Remember, for this cast on, the stitches on the upper needle are clockwise (backwards, twisted). I like to knit the tail into the first round so that I don’t have to deal with it later.
- Turn your needles 180 degrees so that the needle points now fact toward the right. Your blue stitches should be on top. If you have put your needles down and are confused about which way they face, look closely at your cast on. The front side is smooth. The back side will have purl bumps. Make sure you are knitting the knit side, not the side with the purl bumps! If you knit the wrong side, you will know because you will end up with a line of purl bumps down the middle rather than a smooth knit. The blue needle will be on top now.
- Knit the stitches on the top blue needle regularly. If you are using a magic loop, you will have to pull out the bottom needle to do this. With double-pointed needles, use a third needle.
- Turn your work 180 degrees to knit from the other needle.
- Knit the stitches on the now top red needle through the back loop. These are the stitches that you wound on clockwise, so they are twisted on the needle and must be untwisted by knitting through the back loop. (JMCO only! For MMCO, knit regularly.)
- You have knit the first round. If you knit the tail in, you can cut it off, otherwise leave it to work in later.
- After the first round, you will not have to worry about twisted stitches or knitting through the back loop. You corrected that and can now follow your pattern.
KNITTING A REAL PROJECT
Now you are ready to try this on a real project. Do it the same way that you practiced it, but without the knotted first stitch. Change your starting method to this:
- Leave an appropriate length tail – when in doubt, go longer. For sock weight yarn you are usually fine with about 12- 18 inches (18 if knitting in the tail).
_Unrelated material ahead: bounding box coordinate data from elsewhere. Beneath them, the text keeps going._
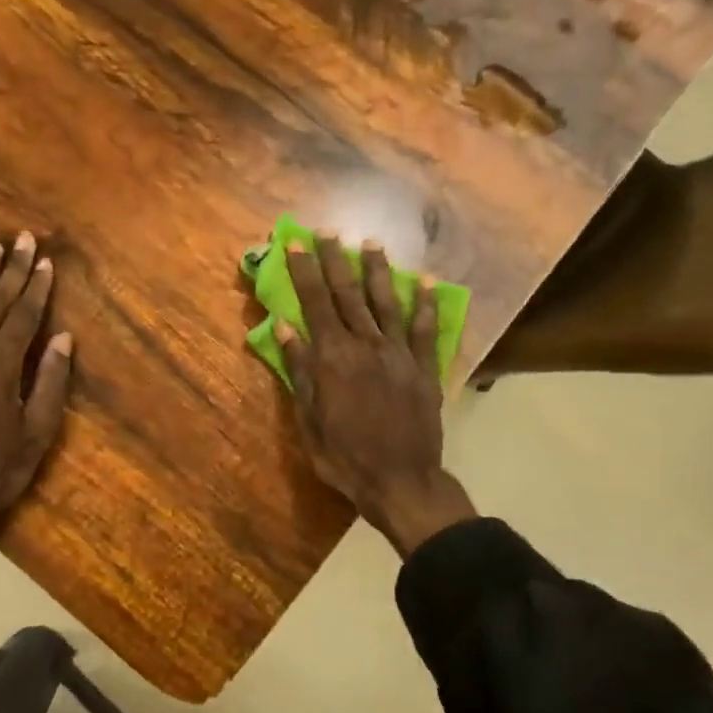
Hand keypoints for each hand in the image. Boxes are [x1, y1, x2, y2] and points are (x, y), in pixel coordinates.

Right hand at [279, 234, 475, 556]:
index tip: (293, 242)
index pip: (315, 303)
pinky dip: (426, 304)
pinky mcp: (424, 369)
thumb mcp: (309, 419)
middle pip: (348, 294)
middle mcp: (366, 345)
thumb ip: (300, 370)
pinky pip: (425, 330)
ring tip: (371, 245)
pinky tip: (426, 283)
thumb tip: (285, 326)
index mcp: (333, 358)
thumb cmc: (344, 456)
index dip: (304, 270)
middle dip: (335, 260)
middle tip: (328, 232)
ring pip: (387, 302)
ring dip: (378, 272)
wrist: (400, 481)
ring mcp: (399, 354)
- Drape the tail over the top needle from back to front, then through between the needles to the back.
- Cross the tail with the working yarn and set up your hands to cast on. This makes a loop around the top needle that will be your first cast on stitch.
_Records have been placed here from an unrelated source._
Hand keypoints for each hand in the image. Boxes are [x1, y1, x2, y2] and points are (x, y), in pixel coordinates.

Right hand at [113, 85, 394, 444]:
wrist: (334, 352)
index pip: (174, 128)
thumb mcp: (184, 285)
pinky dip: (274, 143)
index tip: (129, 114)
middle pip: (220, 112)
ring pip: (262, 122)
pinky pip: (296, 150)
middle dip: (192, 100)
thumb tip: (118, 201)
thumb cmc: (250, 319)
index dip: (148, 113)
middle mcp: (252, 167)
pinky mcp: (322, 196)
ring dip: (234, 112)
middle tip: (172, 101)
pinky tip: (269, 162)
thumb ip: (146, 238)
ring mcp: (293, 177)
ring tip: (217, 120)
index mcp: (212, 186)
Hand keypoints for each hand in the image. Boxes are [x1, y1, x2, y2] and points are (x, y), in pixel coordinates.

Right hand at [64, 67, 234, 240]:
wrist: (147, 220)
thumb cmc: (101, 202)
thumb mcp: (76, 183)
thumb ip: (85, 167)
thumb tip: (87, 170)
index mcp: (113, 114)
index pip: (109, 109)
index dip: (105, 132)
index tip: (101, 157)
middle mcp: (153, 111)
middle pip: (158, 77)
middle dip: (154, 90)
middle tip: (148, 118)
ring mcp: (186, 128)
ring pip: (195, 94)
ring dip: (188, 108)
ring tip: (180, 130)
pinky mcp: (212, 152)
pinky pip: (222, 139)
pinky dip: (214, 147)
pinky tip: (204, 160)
- Use a finger on your right hand (hand holding the needles) to hold that first stitch in place while you begin.
- Cast on!
Now that first stitch has no knot. If you decide to knit in the tail, simply hold and knit the tail and working yarn together for the first round. Then cut off the tail. Note that you will have double yarn loops on the next round to pick up. That’s it. Easy.
MODIFIED MAGIC CAST ON DIRECTIONS
Slightly alter the path of your cast on to change the direction of the twist on the top needle. In this case, you would change the direction of the loops on the red needle. Change step 11 above to read:
11. Make the next red stitch on the red needle by bringing the both needles down and letting the yarn go between the needles with the red needle behind the yarn and the blue needle in front. It helps me to rock my wrist down. Now bring the needles forward and up. Make sure that the red yarn is wrapping the red needle in a counter-clockwise direction. This time think: “down – through – around.”
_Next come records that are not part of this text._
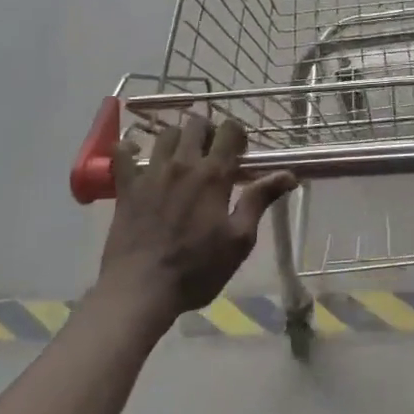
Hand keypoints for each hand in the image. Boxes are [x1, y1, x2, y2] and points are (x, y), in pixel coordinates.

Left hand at [97, 114, 296, 320]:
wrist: (141, 289)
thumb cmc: (197, 269)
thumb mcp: (239, 239)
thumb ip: (260, 200)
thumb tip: (289, 174)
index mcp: (213, 175)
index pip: (229, 131)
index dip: (237, 134)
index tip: (239, 152)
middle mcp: (182, 164)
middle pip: (196, 124)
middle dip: (208, 131)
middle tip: (212, 154)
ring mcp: (151, 173)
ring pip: (165, 133)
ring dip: (177, 138)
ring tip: (181, 157)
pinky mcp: (126, 186)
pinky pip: (123, 152)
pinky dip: (131, 149)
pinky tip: (137, 157)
That’s the only change. The important thing is to think about the way you bring the yarn through the needles in order to wrap CCW. If you concentrate on always seeing the wrap go CCW, then it will become automatic.
Sometimes I think, “both up and around, one down and around,” because both needles go over the top yarn, but only the bottom needle goes below the yarn on the bottom.
Now, knit that real project using MMCO and don’t worry about knitting through the back loop because all of the stitches are oriented correctly.